• **Task details**: On how many lines of these entries does the word "Феодосийская" occur? State the number alone.
========================================
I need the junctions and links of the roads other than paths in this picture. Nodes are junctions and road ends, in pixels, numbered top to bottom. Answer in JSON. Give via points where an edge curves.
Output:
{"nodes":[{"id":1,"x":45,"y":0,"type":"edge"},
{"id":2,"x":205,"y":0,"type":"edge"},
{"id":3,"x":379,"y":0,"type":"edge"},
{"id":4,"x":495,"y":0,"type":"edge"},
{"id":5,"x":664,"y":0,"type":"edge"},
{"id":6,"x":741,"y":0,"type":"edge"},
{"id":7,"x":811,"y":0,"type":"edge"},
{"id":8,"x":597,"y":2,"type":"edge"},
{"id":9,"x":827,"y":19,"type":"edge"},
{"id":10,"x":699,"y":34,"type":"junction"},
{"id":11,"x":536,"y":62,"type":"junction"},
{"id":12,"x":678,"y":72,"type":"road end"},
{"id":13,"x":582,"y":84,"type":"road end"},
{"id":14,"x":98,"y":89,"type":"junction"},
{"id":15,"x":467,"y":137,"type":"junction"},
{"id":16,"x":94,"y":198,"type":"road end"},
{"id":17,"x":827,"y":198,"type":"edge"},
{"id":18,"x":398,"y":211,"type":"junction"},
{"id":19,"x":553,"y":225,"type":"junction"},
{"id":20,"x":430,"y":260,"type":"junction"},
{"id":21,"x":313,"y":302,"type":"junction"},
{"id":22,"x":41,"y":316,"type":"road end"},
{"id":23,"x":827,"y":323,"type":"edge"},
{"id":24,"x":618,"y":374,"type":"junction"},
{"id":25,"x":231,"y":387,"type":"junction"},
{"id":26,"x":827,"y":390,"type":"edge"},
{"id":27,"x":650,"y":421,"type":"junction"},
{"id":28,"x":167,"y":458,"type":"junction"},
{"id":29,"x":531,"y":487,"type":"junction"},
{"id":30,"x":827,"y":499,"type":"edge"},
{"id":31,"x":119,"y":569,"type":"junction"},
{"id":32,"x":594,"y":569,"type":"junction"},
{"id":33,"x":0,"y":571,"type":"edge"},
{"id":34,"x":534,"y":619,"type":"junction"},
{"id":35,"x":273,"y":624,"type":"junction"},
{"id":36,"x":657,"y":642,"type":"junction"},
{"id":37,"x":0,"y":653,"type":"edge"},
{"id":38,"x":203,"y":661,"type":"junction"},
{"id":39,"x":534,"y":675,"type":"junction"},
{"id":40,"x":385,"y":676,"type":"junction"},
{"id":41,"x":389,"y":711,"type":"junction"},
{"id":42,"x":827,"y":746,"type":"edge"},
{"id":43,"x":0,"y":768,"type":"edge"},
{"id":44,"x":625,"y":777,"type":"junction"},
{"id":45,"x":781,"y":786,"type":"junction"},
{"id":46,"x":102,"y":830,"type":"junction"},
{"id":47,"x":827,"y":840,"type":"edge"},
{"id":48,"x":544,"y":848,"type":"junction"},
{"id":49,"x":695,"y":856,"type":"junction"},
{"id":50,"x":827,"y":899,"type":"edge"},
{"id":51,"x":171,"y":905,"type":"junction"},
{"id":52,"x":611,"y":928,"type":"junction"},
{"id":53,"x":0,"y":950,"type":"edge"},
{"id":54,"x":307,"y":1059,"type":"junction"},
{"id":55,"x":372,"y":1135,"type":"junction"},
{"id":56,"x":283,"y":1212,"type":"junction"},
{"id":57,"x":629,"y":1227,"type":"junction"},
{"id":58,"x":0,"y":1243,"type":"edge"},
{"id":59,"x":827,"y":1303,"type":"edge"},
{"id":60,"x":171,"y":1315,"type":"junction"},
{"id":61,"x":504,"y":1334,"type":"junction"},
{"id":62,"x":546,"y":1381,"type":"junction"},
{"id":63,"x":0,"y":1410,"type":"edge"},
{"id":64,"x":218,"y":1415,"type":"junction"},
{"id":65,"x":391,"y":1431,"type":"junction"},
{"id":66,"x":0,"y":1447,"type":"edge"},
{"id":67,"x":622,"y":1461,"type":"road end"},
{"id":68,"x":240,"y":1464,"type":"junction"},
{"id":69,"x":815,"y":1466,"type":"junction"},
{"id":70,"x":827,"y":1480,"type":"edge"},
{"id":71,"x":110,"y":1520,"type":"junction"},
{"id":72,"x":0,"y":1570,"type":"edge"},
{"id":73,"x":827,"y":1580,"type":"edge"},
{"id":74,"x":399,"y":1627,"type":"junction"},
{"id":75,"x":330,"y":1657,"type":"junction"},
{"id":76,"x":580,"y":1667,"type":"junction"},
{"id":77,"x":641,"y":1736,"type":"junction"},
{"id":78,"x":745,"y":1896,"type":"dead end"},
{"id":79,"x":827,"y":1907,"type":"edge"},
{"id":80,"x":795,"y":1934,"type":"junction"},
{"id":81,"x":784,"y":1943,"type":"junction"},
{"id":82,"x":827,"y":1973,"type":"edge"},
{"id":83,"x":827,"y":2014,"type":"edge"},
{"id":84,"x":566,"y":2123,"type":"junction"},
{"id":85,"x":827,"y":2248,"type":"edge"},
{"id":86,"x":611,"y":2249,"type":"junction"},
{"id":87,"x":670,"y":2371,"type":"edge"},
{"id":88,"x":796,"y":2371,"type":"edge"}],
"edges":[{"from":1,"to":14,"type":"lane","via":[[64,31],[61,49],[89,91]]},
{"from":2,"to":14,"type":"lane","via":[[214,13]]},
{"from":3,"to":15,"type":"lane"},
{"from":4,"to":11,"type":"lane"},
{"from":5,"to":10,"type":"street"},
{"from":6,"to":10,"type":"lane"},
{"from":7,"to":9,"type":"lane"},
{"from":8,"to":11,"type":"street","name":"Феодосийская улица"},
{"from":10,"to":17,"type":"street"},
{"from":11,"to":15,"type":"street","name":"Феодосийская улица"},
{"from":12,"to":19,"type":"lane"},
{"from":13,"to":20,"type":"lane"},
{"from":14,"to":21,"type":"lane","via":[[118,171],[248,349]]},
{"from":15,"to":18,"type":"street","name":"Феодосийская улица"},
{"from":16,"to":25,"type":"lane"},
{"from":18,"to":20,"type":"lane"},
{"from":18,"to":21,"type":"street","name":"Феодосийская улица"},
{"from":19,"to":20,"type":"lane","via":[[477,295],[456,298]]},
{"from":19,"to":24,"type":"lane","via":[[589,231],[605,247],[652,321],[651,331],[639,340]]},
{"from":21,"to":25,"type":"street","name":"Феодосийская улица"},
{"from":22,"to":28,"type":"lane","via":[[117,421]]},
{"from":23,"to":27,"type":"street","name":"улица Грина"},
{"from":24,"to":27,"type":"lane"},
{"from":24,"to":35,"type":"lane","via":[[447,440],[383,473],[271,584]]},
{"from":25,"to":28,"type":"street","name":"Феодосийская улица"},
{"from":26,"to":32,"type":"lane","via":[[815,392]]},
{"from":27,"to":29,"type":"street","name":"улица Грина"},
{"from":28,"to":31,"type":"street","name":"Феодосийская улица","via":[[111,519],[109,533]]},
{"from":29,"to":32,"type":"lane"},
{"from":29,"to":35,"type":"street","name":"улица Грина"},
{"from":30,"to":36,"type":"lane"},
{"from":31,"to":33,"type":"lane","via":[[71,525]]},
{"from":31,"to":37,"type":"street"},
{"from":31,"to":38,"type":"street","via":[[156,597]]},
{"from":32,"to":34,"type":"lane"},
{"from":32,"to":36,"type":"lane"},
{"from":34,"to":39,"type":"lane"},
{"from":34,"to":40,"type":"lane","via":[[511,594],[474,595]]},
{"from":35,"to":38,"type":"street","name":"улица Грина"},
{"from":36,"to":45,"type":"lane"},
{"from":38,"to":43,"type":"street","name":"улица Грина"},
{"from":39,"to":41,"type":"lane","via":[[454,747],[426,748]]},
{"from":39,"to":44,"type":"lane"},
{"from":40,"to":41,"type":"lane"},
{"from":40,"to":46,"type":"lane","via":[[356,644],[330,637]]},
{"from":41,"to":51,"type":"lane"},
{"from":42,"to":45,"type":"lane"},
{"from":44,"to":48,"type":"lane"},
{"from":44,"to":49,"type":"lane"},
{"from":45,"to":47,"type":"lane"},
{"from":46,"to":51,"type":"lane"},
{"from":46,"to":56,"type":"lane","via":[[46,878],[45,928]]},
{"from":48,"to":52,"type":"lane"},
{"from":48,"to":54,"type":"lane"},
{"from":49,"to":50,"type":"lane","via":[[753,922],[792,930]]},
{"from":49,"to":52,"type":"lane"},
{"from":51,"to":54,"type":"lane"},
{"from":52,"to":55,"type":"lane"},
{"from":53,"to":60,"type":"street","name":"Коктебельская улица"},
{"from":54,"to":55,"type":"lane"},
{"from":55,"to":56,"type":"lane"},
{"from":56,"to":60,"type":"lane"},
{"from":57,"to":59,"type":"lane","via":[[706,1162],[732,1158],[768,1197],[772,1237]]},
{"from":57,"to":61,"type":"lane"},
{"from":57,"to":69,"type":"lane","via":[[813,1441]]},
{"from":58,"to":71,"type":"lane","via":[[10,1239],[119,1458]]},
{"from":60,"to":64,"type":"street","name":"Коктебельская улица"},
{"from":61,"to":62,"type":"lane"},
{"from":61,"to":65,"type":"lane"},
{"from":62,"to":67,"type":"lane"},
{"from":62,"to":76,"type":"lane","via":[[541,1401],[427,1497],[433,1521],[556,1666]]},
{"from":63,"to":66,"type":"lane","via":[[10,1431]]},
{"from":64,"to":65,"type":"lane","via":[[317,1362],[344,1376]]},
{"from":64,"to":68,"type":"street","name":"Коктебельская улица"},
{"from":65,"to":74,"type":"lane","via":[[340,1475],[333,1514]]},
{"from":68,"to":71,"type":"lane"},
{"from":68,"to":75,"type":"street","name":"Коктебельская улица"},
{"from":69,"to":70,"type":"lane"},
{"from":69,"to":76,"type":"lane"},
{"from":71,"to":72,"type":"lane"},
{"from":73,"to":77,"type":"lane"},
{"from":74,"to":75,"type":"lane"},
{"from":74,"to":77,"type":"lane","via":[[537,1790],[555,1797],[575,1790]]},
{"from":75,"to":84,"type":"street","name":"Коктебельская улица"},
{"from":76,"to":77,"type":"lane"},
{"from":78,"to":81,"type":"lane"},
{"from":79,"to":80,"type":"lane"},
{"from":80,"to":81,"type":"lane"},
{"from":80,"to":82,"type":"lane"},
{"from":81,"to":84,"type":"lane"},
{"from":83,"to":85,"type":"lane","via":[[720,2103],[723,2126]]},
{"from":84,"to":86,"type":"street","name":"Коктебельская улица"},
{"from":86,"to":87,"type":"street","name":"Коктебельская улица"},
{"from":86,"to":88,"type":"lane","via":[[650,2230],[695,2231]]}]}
========================================
• **Exercise solution**: 7